_Task objective_
Your response should give back each record exactly, word for word.

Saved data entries
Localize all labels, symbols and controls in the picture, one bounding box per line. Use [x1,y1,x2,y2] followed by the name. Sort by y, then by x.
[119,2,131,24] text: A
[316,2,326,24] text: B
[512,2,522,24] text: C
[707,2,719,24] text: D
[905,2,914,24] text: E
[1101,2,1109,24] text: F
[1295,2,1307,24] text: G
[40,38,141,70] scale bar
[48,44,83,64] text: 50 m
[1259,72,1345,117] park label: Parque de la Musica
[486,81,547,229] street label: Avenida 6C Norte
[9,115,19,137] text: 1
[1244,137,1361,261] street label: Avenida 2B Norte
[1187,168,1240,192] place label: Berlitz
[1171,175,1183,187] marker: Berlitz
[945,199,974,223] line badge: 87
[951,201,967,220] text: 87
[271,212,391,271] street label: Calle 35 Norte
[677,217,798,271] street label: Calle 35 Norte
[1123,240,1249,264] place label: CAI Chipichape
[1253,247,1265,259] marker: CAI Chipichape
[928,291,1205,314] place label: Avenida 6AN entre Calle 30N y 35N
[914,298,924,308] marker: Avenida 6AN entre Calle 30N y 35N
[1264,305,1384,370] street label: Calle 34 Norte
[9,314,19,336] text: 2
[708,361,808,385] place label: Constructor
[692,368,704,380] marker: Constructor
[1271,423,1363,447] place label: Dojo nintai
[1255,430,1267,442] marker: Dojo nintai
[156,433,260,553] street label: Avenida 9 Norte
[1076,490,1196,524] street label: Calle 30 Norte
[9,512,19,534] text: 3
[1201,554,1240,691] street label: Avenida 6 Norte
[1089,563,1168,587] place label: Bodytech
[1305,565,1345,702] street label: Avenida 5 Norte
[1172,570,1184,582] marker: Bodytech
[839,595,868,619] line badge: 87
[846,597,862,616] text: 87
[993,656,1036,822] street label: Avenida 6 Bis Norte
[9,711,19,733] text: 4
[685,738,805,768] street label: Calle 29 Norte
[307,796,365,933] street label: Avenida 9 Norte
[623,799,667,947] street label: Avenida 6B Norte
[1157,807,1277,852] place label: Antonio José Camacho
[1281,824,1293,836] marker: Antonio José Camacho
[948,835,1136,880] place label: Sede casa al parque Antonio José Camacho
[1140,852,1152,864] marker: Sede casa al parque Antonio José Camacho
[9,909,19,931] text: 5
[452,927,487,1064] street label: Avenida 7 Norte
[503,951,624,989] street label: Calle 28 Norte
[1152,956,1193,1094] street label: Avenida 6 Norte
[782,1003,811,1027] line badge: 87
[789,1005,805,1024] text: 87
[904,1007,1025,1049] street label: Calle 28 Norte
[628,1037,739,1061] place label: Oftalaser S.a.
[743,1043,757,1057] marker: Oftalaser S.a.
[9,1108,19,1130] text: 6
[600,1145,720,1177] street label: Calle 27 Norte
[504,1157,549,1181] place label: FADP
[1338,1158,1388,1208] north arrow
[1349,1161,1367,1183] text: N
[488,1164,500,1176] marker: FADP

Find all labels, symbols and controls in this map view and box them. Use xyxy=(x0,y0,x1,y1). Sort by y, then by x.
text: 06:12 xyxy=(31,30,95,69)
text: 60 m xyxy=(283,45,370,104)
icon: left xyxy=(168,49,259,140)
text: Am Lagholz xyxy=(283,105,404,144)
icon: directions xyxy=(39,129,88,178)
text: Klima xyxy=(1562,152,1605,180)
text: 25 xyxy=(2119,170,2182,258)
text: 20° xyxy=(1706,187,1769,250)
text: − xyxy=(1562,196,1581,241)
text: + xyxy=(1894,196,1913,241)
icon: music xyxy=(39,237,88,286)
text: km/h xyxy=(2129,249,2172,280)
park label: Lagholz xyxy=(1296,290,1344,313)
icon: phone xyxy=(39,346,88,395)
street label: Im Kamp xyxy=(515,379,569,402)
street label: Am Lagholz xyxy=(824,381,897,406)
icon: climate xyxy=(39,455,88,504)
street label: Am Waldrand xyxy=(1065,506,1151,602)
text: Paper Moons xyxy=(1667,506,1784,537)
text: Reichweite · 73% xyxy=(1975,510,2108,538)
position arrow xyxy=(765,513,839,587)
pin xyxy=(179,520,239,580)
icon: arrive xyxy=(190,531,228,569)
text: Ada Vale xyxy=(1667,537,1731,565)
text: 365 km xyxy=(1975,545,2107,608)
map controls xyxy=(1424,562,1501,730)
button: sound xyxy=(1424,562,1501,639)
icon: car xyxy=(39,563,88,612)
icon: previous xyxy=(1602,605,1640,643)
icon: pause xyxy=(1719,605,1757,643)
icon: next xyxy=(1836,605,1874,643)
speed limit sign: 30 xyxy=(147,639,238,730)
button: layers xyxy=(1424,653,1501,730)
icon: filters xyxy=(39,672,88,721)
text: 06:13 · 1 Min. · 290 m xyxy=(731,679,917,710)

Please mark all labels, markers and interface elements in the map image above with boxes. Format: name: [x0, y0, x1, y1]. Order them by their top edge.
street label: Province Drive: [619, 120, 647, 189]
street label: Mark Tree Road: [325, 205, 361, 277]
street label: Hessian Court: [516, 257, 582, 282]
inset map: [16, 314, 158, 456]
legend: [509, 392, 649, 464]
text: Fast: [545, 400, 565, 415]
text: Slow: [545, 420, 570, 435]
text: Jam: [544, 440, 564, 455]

_Solved problem_
Localize all labels, symbols and controls in the picture, one bounding box per line. Use [x1,y1,x2,y2] followed by the name. Sort by y, then by x.
[119,2,131,24] text: A
[316,2,326,24] text: B
[512,2,522,24] text: C
[707,2,719,24] text: D
[905,2,914,24] text: E
[1101,2,1109,24] text: F
[1295,2,1307,24] text: G
[40,38,141,70] scale bar
[48,44,83,64] text: 50 m
[1259,72,1345,117] park label: Parque de la Musica
[486,81,547,229] street label: Avenida 6C Norte
[9,115,19,137] text: 1
[1244,137,1361,261] street label: Avenida 2B Norte
[1187,168,1240,192] place label: Berlitz
[1171,175,1183,187] marker: Berlitz
[945,199,974,223] line badge: 87
[951,201,967,220] text: 87
[271,212,391,271] street label: Calle 35 Norte
[677,217,798,271] street label: Calle 35 Norte
[1123,240,1249,264] place label: CAI Chipichape
[1253,247,1265,259] marker: CAI Chipichape
[928,291,1205,314] place label: Avenida 6AN entre Calle 30N y 35N
[914,298,924,308] marker: Avenida 6AN entre Calle 30N y 35N
[1264,305,1384,370] street label: Calle 34 Norte
[9,314,19,336] text: 2
[708,361,808,385] place label: Constructor
[692,368,704,380] marker: Constructor
[1271,423,1363,447] place label: Dojo nintai
[1255,430,1267,442] marker: Dojo nintai
[156,433,260,553] street label: Avenida 9 Norte
[1076,490,1196,524] street label: Calle 30 Norte
[9,512,19,534] text: 3
[1201,554,1240,691] street label: Avenida 6 Norte
[1089,563,1168,587] place label: Bodytech
[1305,565,1345,702] street label: Avenida 5 Norte
[1172,570,1184,582] marker: Bodytech
[839,595,868,619] line badge: 87
[846,597,862,616] text: 87
[993,656,1036,822] street label: Avenida 6 Bis Norte
[9,711,19,733] text: 4
[685,738,805,768] street label: Calle 29 Norte
[307,796,365,933] street label: Avenida 9 Norte
[623,799,667,947] street label: Avenida 6B Norte
[1157,807,1277,852] place label: Antonio José Camacho
[1281,824,1293,836] marker: Antonio José Camacho
[948,835,1136,880] place label: Sede casa al parque Antonio José Camacho
[1140,852,1152,864] marker: Sede casa al parque Antonio José Camacho
[9,909,19,931] text: 5
[452,927,487,1064] street label: Avenida 7 Norte
[503,951,624,989] street label: Calle 28 Norte
[1152,956,1193,1094] street label: Avenida 6 Norte
[782,1003,811,1027] line badge: 87
[789,1005,805,1024] text: 87
[904,1007,1025,1049] street label: Calle 28 Norte
[628,1037,739,1061] place label: Oftalaser S.a.
[743,1043,757,1057] marker: Oftalaser S.a.
[9,1108,19,1130] text: 6
[600,1145,720,1177] street label: Calle 27 Norte
[504,1157,549,1181] place label: FADP
[1338,1158,1388,1208] north arrow
[1349,1161,1367,1183] text: N
[488,1164,500,1176] marker: FADP

Find all labels, symbols and controls in this map view and box them. Use xyxy=(x0,y0,x1,y1). Sort by y, then by x.
text: 06:12 xyxy=(31,30,95,69)
text: 60 m xyxy=(283,45,370,104)
icon: left xyxy=(168,49,259,140)
text: Am Lagholz xyxy=(283,105,404,144)
icon: directions xyxy=(39,129,88,178)
text: Klima xyxy=(1562,152,1605,180)
text: 25 xyxy=(2119,170,2182,258)
text: 20° xyxy=(1706,187,1769,250)
text: − xyxy=(1562,196,1581,241)
text: + xyxy=(1894,196,1913,241)
icon: music xyxy=(39,237,88,286)
text: km/h xyxy=(2129,249,2172,280)
park label: Lagholz xyxy=(1296,290,1344,313)
icon: phone xyxy=(39,346,88,395)
street label: Im Kamp xyxy=(515,379,569,402)
street label: Am Lagholz xyxy=(824,381,897,406)
icon: climate xyxy=(39,455,88,504)
street label: Am Waldrand xyxy=(1065,506,1151,602)
text: Paper Moons xyxy=(1667,506,1784,537)
text: Reichweite · 73% xyxy=(1975,510,2108,538)
position arrow xyxy=(765,513,839,587)
pin xyxy=(179,520,239,580)
icon: arrive xyxy=(190,531,228,569)
text: Ada Vale xyxy=(1667,537,1731,565)
text: 365 km xyxy=(1975,545,2107,608)
map controls xyxy=(1424,562,1501,730)
button: sound xyxy=(1424,562,1501,639)
icon: car xyxy=(39,563,88,612)
icon: previous xyxy=(1602,605,1640,643)
icon: pause xyxy=(1719,605,1757,643)
icon: next xyxy=(1836,605,1874,643)
speed limit sign: 30 xyxy=(147,639,238,730)
button: layers xyxy=(1424,653,1501,730)
icon: filters xyxy=(39,672,88,721)
text: 06:13 · 1 Min. · 290 m xyxy=(731,679,917,710)

Please mark all labels, markers and interface elements in the map image above with boxes. Format: name: [x0, y0, x1, y1]. Order them by their top edge.
street label: Province Drive: [619, 120, 647, 189]
street label: Mark Tree Road: [325, 205, 361, 277]
street label: Hessian Court: [516, 257, 582, 282]
inset map: [16, 314, 158, 456]
legend: [509, 392, 649, 464]
text: Fast: [545, 400, 565, 415]
text: Slow: [545, 420, 570, 435]
text: Jam: [544, 440, 564, 455]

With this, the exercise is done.